▶ [Brief]
Each line in the listing below that holds "Perumahan" should be counted; reply with that number only.
################
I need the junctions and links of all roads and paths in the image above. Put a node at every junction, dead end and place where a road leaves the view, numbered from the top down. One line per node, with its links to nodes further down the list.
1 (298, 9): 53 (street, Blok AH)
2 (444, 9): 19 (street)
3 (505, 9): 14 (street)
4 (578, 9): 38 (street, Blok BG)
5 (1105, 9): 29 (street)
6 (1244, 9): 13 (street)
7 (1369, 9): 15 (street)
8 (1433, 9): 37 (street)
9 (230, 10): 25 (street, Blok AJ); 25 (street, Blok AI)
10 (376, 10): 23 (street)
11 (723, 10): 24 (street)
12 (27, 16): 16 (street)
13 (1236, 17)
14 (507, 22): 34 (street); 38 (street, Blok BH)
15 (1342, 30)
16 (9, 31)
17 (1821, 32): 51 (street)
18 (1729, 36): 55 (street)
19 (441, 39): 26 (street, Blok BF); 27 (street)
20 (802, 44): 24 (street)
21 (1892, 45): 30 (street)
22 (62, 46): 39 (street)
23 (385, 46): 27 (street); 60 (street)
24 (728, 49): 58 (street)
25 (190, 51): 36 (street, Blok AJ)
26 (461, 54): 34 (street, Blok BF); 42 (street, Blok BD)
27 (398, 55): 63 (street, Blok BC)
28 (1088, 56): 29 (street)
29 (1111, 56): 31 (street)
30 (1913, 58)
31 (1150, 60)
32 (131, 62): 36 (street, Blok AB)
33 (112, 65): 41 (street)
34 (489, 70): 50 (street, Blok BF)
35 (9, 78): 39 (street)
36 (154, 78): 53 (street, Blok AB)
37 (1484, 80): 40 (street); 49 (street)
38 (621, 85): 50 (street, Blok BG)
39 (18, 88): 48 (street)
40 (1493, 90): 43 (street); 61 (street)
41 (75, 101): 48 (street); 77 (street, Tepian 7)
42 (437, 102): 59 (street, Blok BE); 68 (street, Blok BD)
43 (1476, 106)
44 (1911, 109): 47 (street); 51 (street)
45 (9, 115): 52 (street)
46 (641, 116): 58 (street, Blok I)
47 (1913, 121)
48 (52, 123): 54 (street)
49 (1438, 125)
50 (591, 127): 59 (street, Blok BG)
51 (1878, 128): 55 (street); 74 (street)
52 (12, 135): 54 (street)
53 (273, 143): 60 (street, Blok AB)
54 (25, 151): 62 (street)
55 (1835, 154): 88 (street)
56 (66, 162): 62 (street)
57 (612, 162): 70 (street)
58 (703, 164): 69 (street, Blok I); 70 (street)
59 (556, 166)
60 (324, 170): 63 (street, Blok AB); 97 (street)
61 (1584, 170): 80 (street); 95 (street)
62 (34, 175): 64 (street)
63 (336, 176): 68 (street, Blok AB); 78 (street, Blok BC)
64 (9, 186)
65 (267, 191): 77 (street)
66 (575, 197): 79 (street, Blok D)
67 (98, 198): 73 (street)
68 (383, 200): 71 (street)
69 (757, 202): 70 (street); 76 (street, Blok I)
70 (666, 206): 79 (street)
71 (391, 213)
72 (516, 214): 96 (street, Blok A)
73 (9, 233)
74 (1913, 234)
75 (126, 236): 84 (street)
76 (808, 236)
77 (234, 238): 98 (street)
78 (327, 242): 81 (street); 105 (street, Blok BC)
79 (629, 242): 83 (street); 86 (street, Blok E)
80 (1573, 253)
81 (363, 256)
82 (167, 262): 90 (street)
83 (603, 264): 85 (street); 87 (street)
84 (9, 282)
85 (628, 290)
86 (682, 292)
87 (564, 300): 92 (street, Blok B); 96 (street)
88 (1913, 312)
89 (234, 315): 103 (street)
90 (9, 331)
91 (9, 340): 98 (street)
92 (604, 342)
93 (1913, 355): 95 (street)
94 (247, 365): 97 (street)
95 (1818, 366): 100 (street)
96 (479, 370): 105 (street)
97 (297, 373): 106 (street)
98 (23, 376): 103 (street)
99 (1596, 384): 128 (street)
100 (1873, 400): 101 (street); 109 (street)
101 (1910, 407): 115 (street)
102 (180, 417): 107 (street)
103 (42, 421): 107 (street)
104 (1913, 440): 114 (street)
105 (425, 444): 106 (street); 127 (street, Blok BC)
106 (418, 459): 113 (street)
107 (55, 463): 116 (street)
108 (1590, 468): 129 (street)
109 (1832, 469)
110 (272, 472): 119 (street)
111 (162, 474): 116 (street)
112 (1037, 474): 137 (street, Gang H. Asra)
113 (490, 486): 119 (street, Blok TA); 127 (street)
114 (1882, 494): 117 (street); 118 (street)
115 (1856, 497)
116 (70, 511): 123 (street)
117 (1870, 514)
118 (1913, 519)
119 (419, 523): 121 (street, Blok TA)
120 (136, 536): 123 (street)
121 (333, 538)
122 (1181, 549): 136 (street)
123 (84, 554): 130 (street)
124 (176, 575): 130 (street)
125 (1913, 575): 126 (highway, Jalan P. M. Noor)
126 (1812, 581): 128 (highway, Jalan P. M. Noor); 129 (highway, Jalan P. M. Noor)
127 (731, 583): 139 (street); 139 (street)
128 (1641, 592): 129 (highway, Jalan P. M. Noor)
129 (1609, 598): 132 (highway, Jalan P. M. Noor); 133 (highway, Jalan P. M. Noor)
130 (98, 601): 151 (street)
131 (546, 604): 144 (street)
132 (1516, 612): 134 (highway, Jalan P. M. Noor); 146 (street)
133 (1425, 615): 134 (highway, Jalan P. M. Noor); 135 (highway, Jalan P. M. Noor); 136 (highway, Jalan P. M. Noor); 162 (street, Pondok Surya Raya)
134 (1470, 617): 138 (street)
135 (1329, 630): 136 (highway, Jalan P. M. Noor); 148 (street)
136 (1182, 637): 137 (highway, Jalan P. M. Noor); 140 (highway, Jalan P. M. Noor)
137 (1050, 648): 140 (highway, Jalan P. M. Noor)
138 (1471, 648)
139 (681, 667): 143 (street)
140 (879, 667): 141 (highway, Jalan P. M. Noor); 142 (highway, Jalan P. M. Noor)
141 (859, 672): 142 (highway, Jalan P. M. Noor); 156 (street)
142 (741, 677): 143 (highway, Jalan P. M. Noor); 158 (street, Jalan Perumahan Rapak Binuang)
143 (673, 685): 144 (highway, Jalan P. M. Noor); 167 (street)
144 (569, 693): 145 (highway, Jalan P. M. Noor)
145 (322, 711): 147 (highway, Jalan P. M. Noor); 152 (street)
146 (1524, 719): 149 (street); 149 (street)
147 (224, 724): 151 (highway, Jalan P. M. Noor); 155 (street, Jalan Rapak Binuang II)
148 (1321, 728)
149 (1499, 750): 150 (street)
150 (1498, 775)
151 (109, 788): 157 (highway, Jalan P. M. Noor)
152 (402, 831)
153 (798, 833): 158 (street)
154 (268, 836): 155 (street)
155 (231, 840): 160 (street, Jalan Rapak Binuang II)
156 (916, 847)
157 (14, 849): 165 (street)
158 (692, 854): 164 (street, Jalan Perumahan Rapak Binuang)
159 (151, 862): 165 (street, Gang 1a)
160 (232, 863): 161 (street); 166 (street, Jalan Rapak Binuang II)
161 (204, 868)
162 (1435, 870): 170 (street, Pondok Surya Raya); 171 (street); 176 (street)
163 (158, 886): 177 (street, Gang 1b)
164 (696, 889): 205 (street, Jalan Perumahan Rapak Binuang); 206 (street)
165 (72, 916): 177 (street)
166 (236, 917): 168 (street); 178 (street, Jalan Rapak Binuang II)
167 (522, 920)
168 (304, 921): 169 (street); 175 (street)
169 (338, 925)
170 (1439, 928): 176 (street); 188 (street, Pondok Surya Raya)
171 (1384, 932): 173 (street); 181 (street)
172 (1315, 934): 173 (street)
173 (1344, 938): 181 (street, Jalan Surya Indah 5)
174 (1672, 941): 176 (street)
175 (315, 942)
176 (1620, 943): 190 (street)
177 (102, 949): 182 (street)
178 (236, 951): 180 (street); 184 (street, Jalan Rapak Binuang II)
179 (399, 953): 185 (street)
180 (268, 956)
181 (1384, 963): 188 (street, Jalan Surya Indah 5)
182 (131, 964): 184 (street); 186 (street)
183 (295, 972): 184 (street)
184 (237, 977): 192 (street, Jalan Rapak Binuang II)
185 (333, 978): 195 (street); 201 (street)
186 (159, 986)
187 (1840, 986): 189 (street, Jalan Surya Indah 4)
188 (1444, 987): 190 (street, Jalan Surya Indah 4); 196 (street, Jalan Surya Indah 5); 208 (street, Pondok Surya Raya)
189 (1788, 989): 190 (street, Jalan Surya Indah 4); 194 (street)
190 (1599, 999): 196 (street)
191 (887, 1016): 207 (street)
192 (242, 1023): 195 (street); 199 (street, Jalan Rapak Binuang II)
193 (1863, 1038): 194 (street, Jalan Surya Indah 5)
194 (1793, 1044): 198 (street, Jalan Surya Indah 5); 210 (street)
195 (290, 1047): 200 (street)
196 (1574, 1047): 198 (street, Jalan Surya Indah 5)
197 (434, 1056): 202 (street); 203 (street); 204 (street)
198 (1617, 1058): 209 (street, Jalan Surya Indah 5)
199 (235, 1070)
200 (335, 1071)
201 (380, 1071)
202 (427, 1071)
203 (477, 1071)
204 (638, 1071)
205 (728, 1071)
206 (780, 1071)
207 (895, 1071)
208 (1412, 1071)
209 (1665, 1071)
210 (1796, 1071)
################
▶ [Answer section]
3